The Show Business Commission is a shadowy organization that identifies people with “enormous talent and tremendous potential” and yet “don’t really know what do to with it”.
They’re shadowy in that they’re able to find people with no profile, no public work, and yet identify their talents and pluck them from obscurity. You could be sitting at home watching television one minute, and the next you’re called up to appear on the big screen.
Of course the Show Business Commission is a lie, something people fool themselves into thinking is reality.
That you don’t need to do the work. That you don’t need to tell people about it. That someone else will one day magically discover you. That you don’t need to be the one in control of making your life a success in the pursuit you choose to focus on.
I’ve had some of this in my own life.
“If I could just get some funding for this idea, I could really make it a success. I just need to hire a team to build it”.
“If I could just find a cofounder”
“If I could just find a really big idea to focus on”
The reality is none of these things just happen. And they’re not going to fall from the sky either. You have to work for them.

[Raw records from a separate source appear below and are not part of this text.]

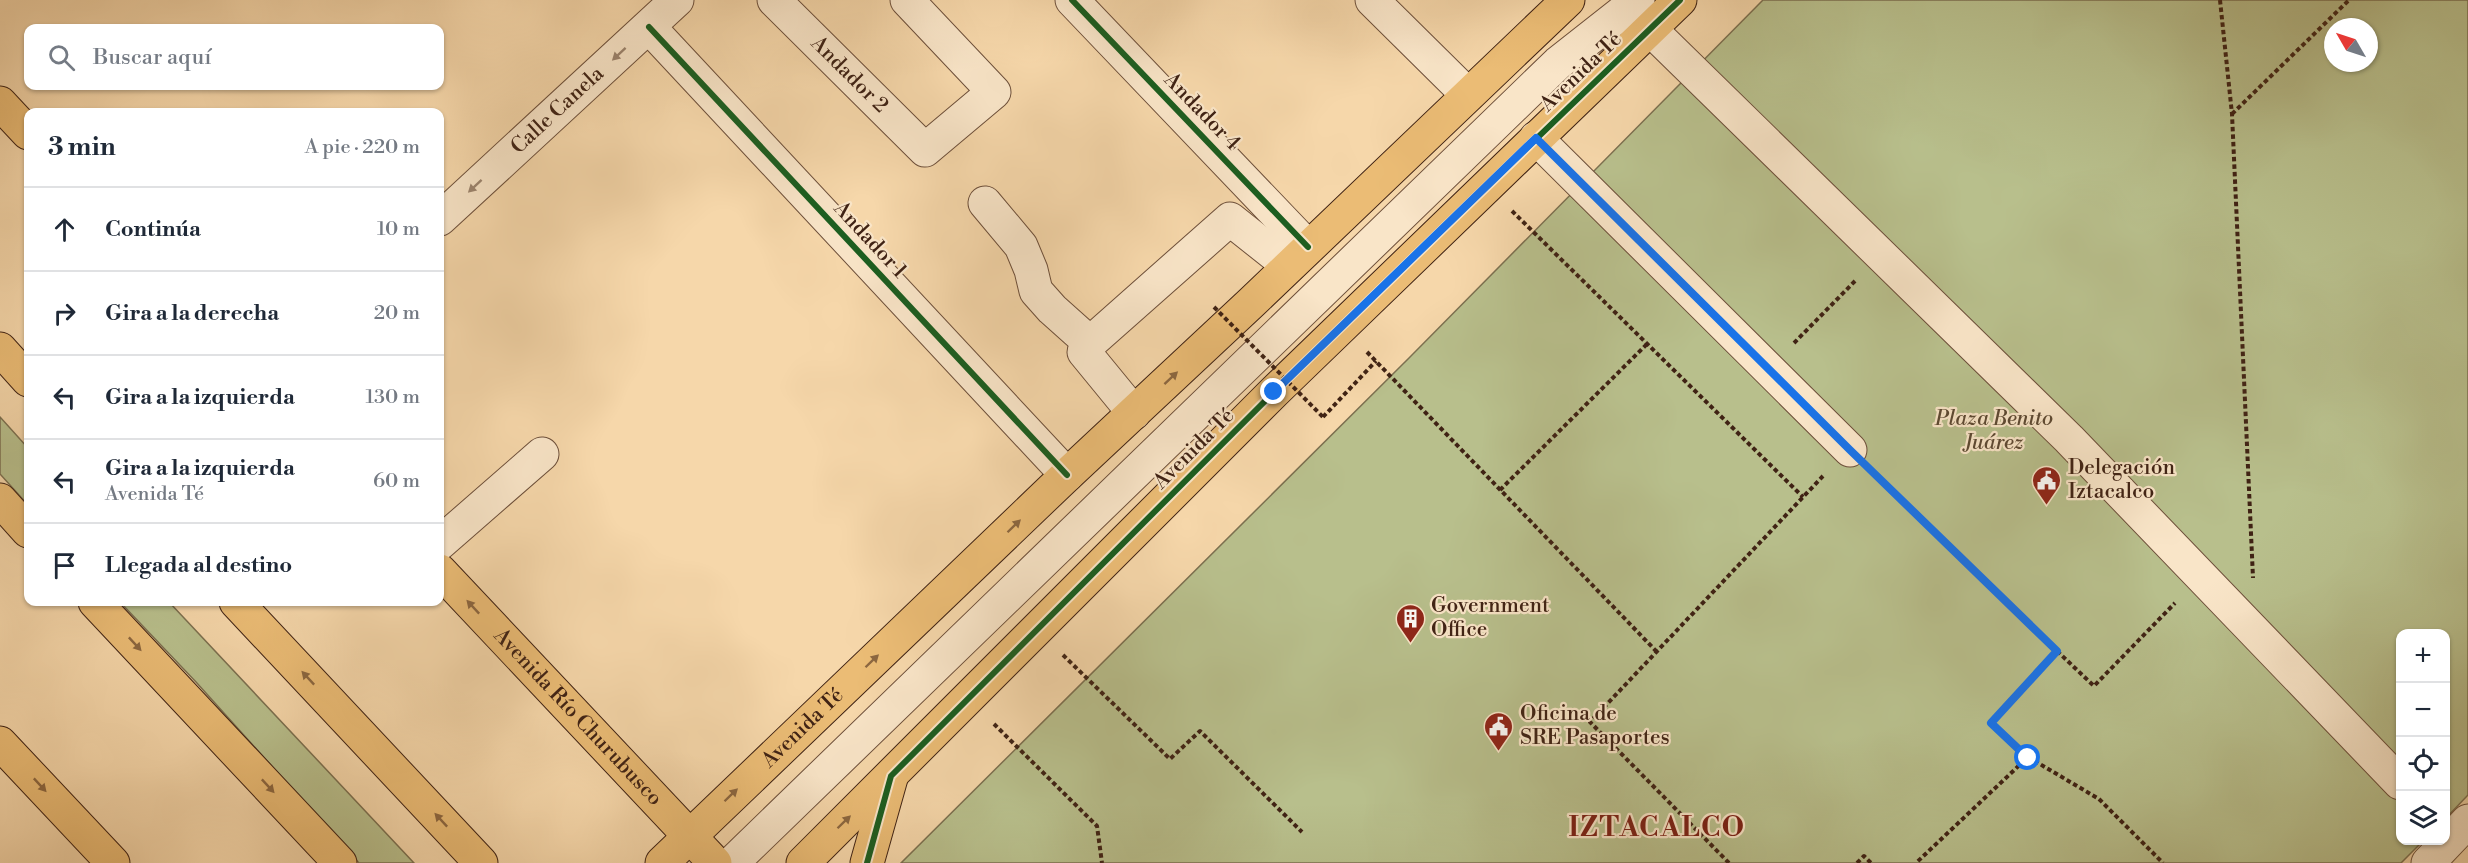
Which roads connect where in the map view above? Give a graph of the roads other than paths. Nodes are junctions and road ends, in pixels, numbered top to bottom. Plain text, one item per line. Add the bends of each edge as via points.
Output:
1 (677, 0) edge
2 (774, 0) edge
3 (907, 0) edge
4 (1072, 0) edge
5 (1372, 0) edge
6 (1568, 0) edge
7 (1610, 0) edge
8 (1680, 0) edge
9 (1644, 15) edge
10 (649, 27) junction
11 (1558, 63) junction
12 (1468, 95) junction
13 (0, 103) edge
14 (24, 129) edge
15 (1536, 138) junction
16 (985, 204) dead end
17 (444, 215) edge
18 (1298, 256) junction
19 (1090, 344) junction
20 (0, 349) edge
21 (24, 376) edge
22 (1134, 413) junction
23 (1850, 450) road end
24 (542, 454) dead end
25 (1067, 475) junction
26 (0, 500) edge
27 (24, 527) edge
28 (444, 540) edge
29 (444, 575) edge
30 (99, 606) edge
31 (240, 606) edge
32 (0, 743) edge
33 (891, 776) junction
34 (2396, 779) edge
35 (2455, 829) edge
36 (689, 836) junction
37 (113, 863) edge
38 (340, 863) edge
39 (481, 863) edge
40 (662, 863) edge
41 (715, 863) edge
42 (732, 863) edge
43 (803, 863) edge
44 (867, 863) edge
45 (2428, 863) edge

1 - 10 street, Calle Canela
2 - 3 street, Andador 2 via 925,150 994,92
4 - 18 street, Andador 4
5 - 12 street
6 - 12 main road, Avenida Té
7 - 11 street
8 - 9 main road, Avenida Té
9 - 11 street
9 - 15 main road, Avenida Té
9 - 34 street via 1880,255 2069,439
10 -> 17 street, Calle Canela
10 - 25 street, Andador 1
11 - 42 street
12 - 18 main road, Avenida Té
13 - 14 main road
15 - 23 street
15 - 33 main road, Avenida Té via 1274,392
16 - 19 street via 1021,246 1036,291
18 - 19 street via 1230,219
22 -> 18 main road, Avenida Té
19 - 22 street via 1084,351
20 - 21 main road
22 - 25 main road, Avenida Té
24 - 28 street
36 -> 25 main road, Avenida Té
26 - 27 main road
36 -> 29 main road, Avenida Río Churubusco
30 -> 38 main road
39 -> 31 main road
32 -> 37 main road
43 -> 33 main road, Avenida Té
33 - 44 main road
35 - 45 street
36 - 40 main road, Avenida Té
36 - 41 main road, Avenida Río Churubusco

I didn’t really need funding. There were plenty of ways I could bootstrap the ideas I had in my head. Or at least make a solid effort towards them.

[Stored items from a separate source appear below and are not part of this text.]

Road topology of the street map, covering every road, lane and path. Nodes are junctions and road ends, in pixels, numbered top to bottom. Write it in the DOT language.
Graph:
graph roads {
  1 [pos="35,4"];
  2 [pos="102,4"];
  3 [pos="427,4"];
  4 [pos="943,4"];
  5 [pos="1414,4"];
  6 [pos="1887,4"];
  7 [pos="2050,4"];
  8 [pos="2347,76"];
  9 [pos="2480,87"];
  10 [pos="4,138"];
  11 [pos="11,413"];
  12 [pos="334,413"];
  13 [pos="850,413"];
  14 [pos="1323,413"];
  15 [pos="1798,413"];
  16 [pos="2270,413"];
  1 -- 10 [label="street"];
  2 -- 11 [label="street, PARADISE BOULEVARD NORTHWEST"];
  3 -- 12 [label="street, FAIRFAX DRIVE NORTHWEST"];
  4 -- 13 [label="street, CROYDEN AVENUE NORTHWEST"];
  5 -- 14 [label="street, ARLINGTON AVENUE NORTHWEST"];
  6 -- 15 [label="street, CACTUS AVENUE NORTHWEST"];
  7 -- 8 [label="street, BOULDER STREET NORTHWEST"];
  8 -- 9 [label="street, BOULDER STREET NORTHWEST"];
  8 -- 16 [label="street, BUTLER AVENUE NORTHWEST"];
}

I didn’t even need a cofounder. Again there were ways I could build traction either myself or with an outsourced team.
And I was never going to just find a big idea to work on. I just needed a not-terrible idea and to get started on something — anything — that would get the gears moving.
What each of these things had in common is that once I got over my own mental restrictions of needing something extra, and instead figured out what I could do with what I already had, the things I had previously lusted after fell into place.
Investors were interested in funding the business since I’d shown that it was more than an idea, and that I had de-risked some of the bigger challenges.
Cofounders came out of the woodwork once I could demonstrate the progress I’d made in building the prototype and early customer development, as well as how serious I was about this business.
And an idea that initially seemed like a small business got me closer to customers to discover much bigger opportunities in adjacent spaces.
If I’d waited for the Show Business Commission, or the Startup Commission, I would still be in the same place. Another random guy with an idea seeking external validation without putting in the work.